Ce coup-là, Bettman s'est juré qu'on ne lui ferait pas deux fois. À l'été 2004, lorsqu'une nouvelle ronde de négociations a commencé, il a convaincu les proprios de maintenir la ligne dure jusqu'au bout. Cela a conduit à l'annulation de la saison.

Ce scénario semblait pourtant improbable. Les joueurs croyaient qu'une entente surviendrait et qu'une saison écourtée serait disputée. Bettman n'a jamais regretté son inflexibilité. Il a ainsi changé le modèle économique du hockey. Et la LNH a connu des saisons prospères.

Tous ceux qui le connaissent disent la même chose : Bettman est un homme brillant, mais très dur. En négociations, il est intraitable. Et ne se compte jamais pour battu.

Mais cette fois, il se retrouve confronté à Donald Fehr, le nouveau directeur de l'Association des joueurs. Pendant plus de 20 ans, cet avocat américain a été à la tête de l'Association des joueurs de baseball.

Fehr a gagné toutes ses batailles de relations de travail. Dans le sport professionnel nord-américain, les baseballeurs sont de loin les joueurs les mieux traités. Cela ne relève pas du hasard. Il a réussi à maintenir leur solidarité dans les moments les plus tendus.

Sa renommée, Fehr ne la bousillera pas en s'agenouillant devant Bettman comme son prédécesseur l'a fait en 2005.

Au début du mois, Fehr s'est rendu à Barcelone où il a rencontré 40 joueurs européens afin de les tenir au parfum des événements. Cette semaine, il était flanqué de plusieurs vedettes, dont Sidney Crosby et Alexander Ovechkin, en présentant la proposition des joueurs.

Fehr envoie ainsi un message clair à Bettman: nous sommes unis.

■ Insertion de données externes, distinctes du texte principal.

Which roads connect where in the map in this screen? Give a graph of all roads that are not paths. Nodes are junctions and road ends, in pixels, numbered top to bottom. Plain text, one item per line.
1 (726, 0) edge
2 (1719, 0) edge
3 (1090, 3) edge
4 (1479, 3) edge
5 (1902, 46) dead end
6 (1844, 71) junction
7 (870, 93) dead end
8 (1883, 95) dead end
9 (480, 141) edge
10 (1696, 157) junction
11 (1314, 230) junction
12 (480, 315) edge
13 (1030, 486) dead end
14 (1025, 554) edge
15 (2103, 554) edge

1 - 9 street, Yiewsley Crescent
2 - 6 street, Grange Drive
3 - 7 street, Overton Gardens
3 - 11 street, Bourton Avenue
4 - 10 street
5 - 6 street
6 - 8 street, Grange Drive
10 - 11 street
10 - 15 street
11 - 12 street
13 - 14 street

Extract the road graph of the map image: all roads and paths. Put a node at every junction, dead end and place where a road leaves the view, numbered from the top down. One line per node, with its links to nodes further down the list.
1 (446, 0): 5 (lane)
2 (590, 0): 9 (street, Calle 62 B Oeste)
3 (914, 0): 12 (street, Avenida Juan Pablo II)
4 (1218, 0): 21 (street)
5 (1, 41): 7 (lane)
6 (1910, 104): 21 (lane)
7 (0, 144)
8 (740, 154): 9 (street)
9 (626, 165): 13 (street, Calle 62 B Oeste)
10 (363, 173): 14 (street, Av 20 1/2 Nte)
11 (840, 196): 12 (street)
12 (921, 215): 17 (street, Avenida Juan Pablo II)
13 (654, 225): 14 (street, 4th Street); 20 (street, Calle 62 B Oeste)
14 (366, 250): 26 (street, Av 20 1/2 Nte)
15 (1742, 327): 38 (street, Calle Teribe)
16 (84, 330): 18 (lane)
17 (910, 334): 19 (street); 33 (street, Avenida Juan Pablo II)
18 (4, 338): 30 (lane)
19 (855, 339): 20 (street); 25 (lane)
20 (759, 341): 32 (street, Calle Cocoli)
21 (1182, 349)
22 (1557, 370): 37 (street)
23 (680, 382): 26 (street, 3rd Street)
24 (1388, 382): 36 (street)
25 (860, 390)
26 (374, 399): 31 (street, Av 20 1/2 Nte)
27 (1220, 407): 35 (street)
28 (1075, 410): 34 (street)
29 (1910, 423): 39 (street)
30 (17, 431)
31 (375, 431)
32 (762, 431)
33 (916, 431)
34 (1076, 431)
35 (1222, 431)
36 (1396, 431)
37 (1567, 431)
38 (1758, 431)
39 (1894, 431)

Son défi sera d'éviter les défections si un éventuel conflit se prolonge.

Cet affrontement entre Fehr et Bettman est un combat de titans. Les deux hommes ont la confiance absolue de leur clan respectif. Imaginatifs, ils connaissent à fond l'industrie du sport professionnel.

Hélas, ce n'est jamais facile pour deux premiers de classe, aux vues si diamétralement opposées, de trouver un terrain d'entente.

Gary Bettman a écarté d'un revers de main la contre-offre des joueurs. Ce n'est pas étonnant. La stratégie de Fehr ne pouvait que choquer l'orgueilleux commissaire.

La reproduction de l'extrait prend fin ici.